Materials provided START

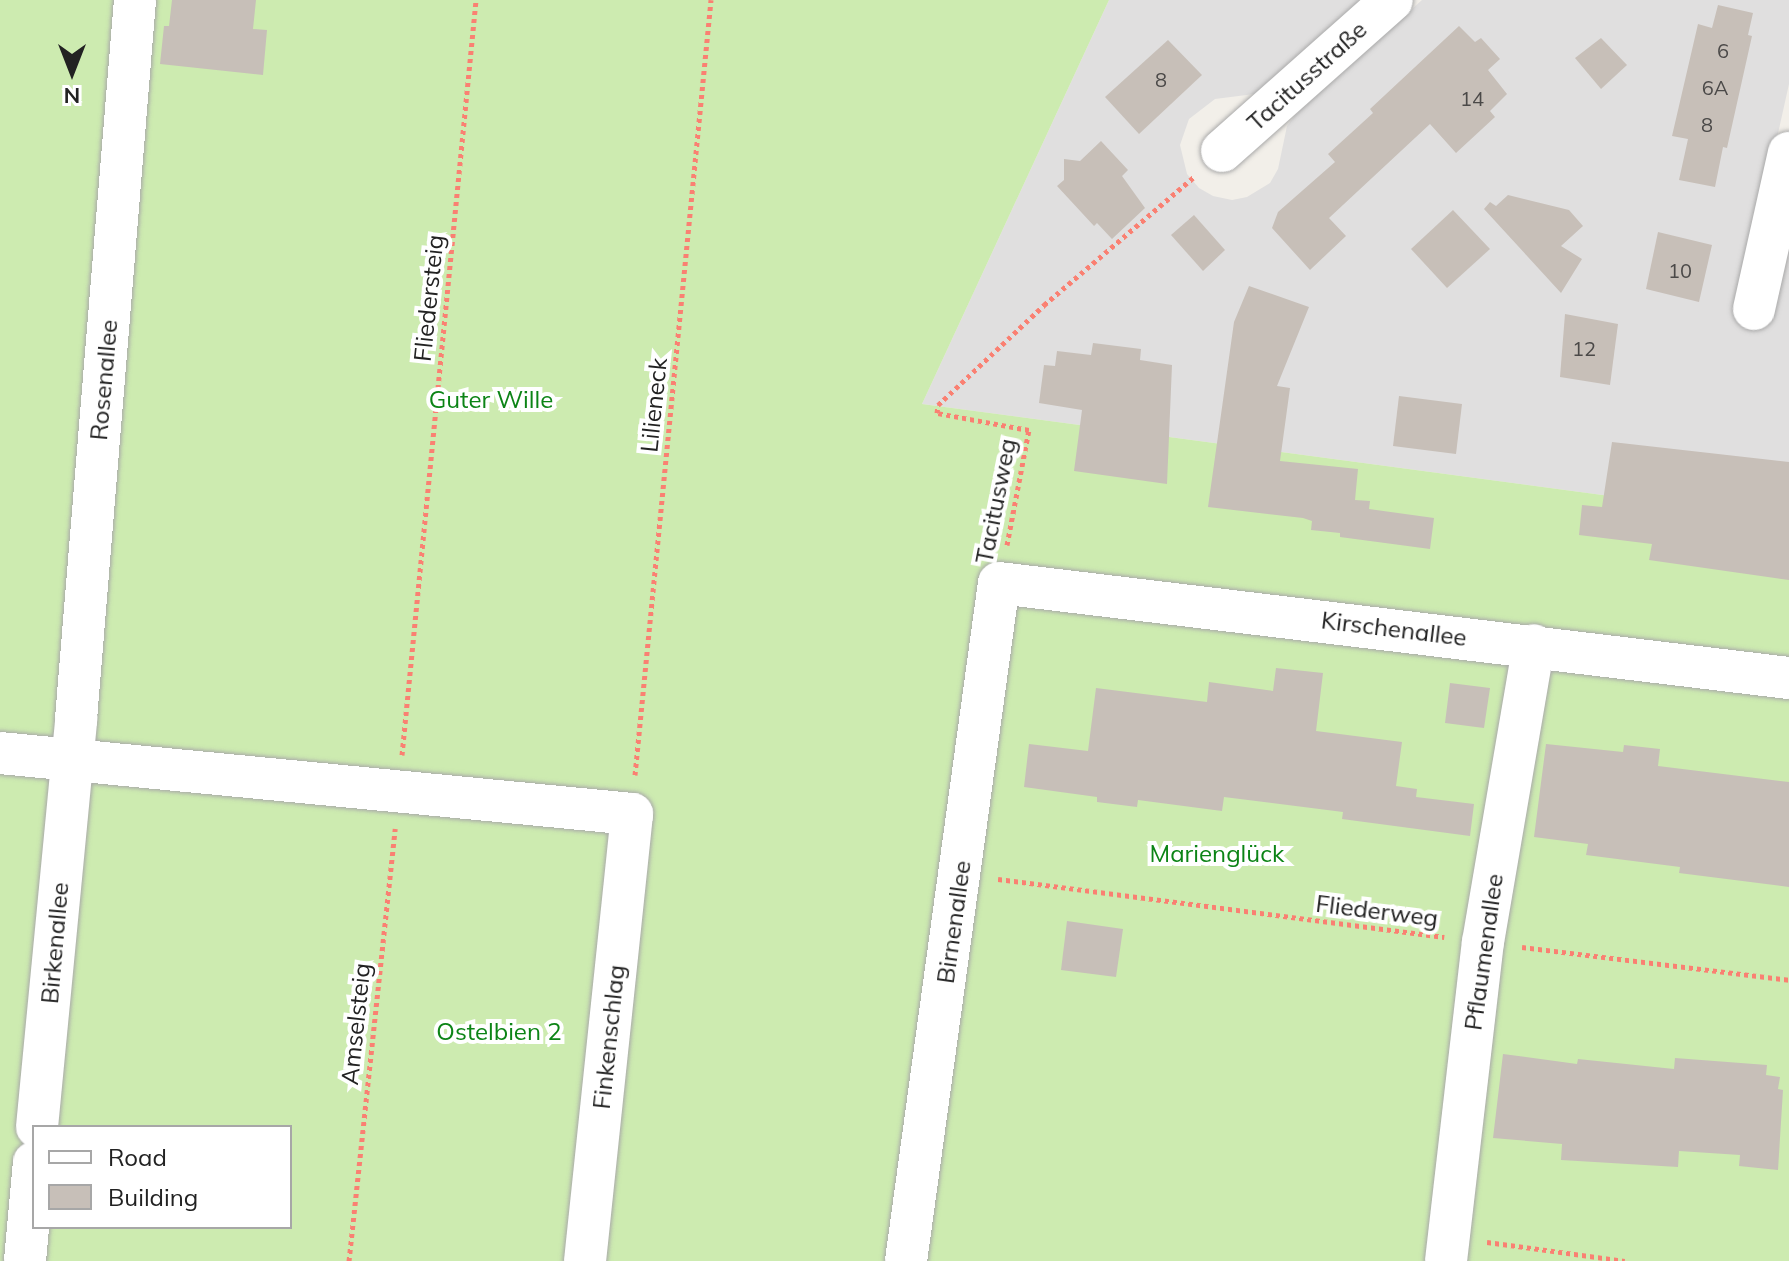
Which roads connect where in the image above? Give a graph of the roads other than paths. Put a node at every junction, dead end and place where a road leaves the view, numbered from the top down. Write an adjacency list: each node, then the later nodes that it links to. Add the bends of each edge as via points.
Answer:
1 (135, 0): 10 (street, Rosenallee)
2 (1392, 0): 3 (street, Tacitusstraße)
3 (1222, 151)
4 (1789, 153): 5 (street)
5 (1754, 309)
6 (999, 583): 7 (street, Kirschenallee); 16 (street, Birnenallee)
7 (1534, 645): 8 (street, Kirschenallee); 13 (street, Pflaumenallee, via 1483,942)
8 (1789, 678)
9 (0, 753): 10 (street)
10 (72, 759): 11 (street, Birkenallee); 15 (street, Finkenschlag, via 632,814)
11 (37, 1125)
12 (32, 1184): 14 (street)
13 (1448, 1249)
14 (25, 1261)
15 (585, 1261)
16 (906, 1261)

Materials provided END

Task prompt: Without the pictures, return the whole of the data exactly as given.

Output of the exercise:
Which roads connect where in the image above? Give a graph of the roads other than paths. Put a node at every junction, dead end and place where a road leaves the view, numbered from the top down. Write an adjacency list: each node, then the later nodes that it links to. Add the bends of each edge as via points.
Answer:
1 (135, 0): 10 (street, Rosenallee)
2 (1392, 0): 3 (street, Tacitusstraße)
3 (1222, 151)
4 (1789, 153): 5 (street)
5 (1754, 309)
6 (999, 583): 7 (street, Kirschenallee); 16 (street, Birnenallee)
7 (1534, 645): 8 (street, Kirschenallee); 13 (street, Pflaumenallee, via 1483,942)
8 (1789, 678)
9 (0, 753): 10 (street)
10 (72, 759): 11 (street, Birkenallee); 15 (street, Finkenschlag, via 632,814)
11 (37, 1125)
12 (32, 1184): 14 (street)
13 (1448, 1249)
14 (25, 1261)
15 (585, 1261)
16 (906, 1261)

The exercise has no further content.